2) Would any of these Python libraries be useful for my problem: Theanos, Numba, Cupy? Or simply Anaconda Accelerate? Would cuBlas, from Anaconda Accelerate, be the best option for me (namely that I'm wiling to use single or half float precision)?
3)Would that be useful recoding my algorithm in, for instance, C or C++?
4)I tried implementing my algorithm using sparse matrices (scipy.sparse.csc_matrix) but it made my program a lot slower. Was that expectable or did I make a mistake?
I know this makes many questions, but this is the first time I'm confronted to this kind of problem and the internet is not really clear on that...
Thanks a lot!
Ok so as I've been spending quite a lot of time these last days to investigate my problem, I may be able to give some answers to people as lost as me.
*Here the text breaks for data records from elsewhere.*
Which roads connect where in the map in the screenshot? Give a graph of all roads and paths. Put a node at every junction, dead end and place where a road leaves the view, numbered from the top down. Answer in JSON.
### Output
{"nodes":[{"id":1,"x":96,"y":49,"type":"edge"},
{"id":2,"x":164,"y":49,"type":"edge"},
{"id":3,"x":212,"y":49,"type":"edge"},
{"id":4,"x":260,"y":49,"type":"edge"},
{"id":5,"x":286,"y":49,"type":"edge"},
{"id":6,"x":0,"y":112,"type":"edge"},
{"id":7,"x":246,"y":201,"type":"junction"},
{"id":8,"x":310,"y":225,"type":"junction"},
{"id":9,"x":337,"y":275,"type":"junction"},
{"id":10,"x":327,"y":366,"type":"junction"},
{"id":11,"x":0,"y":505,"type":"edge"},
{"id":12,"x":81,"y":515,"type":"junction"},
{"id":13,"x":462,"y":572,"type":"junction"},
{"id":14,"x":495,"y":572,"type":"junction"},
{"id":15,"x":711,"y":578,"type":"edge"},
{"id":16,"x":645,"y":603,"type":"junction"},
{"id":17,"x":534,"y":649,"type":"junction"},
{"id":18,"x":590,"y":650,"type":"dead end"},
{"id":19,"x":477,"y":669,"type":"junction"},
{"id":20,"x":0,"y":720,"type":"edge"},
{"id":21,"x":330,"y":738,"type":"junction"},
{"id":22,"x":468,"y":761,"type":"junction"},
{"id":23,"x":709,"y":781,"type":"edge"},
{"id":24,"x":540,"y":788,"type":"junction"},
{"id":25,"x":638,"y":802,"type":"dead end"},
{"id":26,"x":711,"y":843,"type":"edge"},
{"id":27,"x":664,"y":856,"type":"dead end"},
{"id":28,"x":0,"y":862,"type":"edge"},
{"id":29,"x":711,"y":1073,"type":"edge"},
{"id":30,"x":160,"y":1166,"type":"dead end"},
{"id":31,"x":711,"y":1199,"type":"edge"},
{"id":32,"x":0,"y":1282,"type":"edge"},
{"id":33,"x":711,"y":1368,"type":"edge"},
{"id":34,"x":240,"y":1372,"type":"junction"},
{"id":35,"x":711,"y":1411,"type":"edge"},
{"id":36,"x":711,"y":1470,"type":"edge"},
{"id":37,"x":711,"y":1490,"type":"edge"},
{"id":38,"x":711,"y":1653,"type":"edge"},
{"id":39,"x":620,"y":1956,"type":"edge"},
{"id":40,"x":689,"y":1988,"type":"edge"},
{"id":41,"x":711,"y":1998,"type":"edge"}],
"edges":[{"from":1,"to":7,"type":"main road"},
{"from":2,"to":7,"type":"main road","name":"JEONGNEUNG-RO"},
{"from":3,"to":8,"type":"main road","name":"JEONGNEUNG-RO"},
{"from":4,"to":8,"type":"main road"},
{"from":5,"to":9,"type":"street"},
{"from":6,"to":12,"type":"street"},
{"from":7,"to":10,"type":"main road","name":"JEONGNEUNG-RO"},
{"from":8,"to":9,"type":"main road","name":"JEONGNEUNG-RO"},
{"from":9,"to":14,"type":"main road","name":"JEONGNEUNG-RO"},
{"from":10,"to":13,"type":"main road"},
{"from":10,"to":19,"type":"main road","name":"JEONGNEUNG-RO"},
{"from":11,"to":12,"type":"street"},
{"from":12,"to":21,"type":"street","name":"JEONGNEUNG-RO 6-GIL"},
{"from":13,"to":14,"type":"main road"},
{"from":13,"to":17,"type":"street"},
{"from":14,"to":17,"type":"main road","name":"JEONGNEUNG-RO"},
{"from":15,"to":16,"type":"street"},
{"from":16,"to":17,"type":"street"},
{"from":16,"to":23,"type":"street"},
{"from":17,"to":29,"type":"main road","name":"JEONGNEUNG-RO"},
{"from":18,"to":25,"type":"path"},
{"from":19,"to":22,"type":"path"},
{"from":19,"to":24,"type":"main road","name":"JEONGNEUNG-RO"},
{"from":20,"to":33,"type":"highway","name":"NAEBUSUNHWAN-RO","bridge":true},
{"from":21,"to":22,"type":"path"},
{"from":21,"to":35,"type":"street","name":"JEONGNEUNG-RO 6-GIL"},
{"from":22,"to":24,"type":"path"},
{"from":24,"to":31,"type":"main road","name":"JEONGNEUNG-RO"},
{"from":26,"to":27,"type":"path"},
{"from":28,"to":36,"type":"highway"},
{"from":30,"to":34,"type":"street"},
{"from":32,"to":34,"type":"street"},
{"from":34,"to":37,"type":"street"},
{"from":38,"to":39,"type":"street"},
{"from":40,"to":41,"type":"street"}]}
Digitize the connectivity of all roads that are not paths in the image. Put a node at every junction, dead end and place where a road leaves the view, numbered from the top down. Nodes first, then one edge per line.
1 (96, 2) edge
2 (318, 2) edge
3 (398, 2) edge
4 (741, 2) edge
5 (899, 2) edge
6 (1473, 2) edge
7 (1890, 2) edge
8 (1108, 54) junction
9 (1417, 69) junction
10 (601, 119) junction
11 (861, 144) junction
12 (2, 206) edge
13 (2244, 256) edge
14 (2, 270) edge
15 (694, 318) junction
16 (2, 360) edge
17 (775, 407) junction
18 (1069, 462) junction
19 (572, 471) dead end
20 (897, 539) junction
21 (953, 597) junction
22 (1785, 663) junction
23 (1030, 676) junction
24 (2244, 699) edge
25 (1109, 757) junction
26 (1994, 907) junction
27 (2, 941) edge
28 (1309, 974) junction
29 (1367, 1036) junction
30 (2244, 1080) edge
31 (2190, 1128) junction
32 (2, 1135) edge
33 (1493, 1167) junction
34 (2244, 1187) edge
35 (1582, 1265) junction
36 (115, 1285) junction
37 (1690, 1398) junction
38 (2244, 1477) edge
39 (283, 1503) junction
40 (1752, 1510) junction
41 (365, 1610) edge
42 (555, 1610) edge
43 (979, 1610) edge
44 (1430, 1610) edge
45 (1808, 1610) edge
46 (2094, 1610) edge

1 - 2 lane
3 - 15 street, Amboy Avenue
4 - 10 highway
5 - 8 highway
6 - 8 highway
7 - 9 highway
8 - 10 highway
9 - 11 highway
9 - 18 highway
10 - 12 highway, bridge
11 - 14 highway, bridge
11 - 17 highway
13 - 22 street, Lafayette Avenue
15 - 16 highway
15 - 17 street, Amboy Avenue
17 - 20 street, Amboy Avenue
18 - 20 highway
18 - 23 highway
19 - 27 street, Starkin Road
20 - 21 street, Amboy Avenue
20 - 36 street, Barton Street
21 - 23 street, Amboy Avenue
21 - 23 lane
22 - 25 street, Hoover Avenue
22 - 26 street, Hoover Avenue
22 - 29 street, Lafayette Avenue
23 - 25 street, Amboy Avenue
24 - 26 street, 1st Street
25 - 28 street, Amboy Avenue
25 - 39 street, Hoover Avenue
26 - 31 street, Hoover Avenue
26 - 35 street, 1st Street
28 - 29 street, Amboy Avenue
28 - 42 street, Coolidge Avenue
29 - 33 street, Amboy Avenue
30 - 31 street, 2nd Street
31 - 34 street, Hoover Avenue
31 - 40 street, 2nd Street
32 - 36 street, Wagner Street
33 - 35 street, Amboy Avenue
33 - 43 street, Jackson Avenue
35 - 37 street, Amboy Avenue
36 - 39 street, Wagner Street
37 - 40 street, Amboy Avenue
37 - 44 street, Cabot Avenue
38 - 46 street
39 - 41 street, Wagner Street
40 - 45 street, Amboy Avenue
So:
1) Yes, MKL is natively installed by default with anaconda (this hasn't always been the case though). However, np.einsum doesn't gain from it as it doesn't make use of the BLAS optimized dot numpy function. Therefore, trying to manually access the gemm function from mkl is useless (even if that's actually quite easy thanks to the library anaconda accelerate). It's way easier to rewrite the operations of np.einsum using np.tensordot, np.multiply and others.
2) I didn't have time to explore all of the libraries I asked about, but a tensordot Theanos operation is clearly not faster than a simple np.tensordot. Similarly, this wasn't the case a few years ago, because the np.tensordot operation wasn't using BLAS for multidimensionnal arrays. Concerning all the cuda libraries, it would seem that they are actually not that great comparing to MKL, except if you have a very powerful CGU (see for instance https://larsjuhljensen.wordpress.com/2011/01/28/commentary-the-gpu-computing-fallacy/ )
3) Rewriting some Python code optimized with MKL into C++ doesn't give much of an increase (see Benchmarking (python vs. c++ using BLAS) and (numpy) )
4) Still have no idea why my implementation with sparse matrices was slower than with dense matrices. It is very possible that I made something wrong.